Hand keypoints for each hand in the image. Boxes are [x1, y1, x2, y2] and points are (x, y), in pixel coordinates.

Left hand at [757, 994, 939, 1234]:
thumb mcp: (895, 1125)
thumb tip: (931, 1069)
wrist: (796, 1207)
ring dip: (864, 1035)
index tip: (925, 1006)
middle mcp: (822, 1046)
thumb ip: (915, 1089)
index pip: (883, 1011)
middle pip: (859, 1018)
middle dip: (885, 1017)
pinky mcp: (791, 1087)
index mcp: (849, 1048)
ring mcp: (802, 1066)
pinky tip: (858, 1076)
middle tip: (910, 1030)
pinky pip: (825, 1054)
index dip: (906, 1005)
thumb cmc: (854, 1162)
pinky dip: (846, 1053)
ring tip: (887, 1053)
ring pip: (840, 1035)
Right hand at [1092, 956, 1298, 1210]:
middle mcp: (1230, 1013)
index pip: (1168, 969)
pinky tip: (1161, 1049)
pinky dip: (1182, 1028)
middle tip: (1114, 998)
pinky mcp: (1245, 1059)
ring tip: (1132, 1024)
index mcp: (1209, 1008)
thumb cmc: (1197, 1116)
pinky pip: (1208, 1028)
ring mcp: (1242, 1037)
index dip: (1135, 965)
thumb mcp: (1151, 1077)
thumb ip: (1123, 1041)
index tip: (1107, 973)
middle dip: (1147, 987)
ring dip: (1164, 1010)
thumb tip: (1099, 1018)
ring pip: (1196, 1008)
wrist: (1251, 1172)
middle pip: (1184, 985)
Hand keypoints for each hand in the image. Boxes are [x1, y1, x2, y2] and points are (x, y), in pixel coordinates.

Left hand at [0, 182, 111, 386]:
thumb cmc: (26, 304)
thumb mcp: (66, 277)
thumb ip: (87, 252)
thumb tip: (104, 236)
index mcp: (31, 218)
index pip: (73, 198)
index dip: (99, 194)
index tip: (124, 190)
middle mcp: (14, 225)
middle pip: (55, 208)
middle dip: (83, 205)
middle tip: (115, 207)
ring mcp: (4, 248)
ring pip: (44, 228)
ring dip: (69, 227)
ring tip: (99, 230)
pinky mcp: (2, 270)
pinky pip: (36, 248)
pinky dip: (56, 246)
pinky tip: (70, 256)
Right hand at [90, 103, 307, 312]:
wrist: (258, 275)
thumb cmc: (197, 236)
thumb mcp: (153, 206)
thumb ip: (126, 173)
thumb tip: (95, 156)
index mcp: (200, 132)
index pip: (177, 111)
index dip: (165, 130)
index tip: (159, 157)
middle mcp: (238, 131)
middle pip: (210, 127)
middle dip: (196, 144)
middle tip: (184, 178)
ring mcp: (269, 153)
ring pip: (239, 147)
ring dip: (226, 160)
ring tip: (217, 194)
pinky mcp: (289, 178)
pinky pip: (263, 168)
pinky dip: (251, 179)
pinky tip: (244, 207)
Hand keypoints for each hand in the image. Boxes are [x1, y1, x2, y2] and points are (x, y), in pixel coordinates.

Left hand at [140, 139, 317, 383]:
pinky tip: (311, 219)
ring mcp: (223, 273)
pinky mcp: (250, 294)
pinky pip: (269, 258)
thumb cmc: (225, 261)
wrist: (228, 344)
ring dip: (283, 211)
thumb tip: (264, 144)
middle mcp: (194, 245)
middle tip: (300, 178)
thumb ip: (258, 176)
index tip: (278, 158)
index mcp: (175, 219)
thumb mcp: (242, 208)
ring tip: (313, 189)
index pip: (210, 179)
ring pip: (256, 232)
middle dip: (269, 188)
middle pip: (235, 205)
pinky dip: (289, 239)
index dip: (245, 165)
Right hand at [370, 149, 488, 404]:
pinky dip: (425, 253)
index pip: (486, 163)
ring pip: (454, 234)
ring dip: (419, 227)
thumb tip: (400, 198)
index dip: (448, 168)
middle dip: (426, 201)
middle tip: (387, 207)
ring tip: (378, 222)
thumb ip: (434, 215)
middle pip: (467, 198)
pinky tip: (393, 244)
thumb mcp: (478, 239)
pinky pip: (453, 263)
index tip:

+ + + +

__TASK BRIEF__
Reproduce, word for word and in full, only the lines above that start at the line with "thumb cmc: (197, 236)" and run through the line with "pinky dip: (251, 179)", both ends included.

__EXERCISE RESPONSE__
thumb cmc: (197, 236)
thumb mcp: (153, 206)
thumb ip: (126, 173)
thumb tip: (95, 156)
index mcp: (200, 132)
index pip: (177, 111)
index dip: (165, 130)
index tip: (159, 157)
middle mcp: (238, 131)
middle pip: (210, 127)
middle dip: (196, 144)
middle tip: (184, 178)
ring mcp: (269, 153)
ring pip: (239, 147)
ring dip: (226, 160)
ring tip: (217, 194)
pinky mcp: (289, 178)
pinky pip: (263, 168)
pinky dip: (251, 179)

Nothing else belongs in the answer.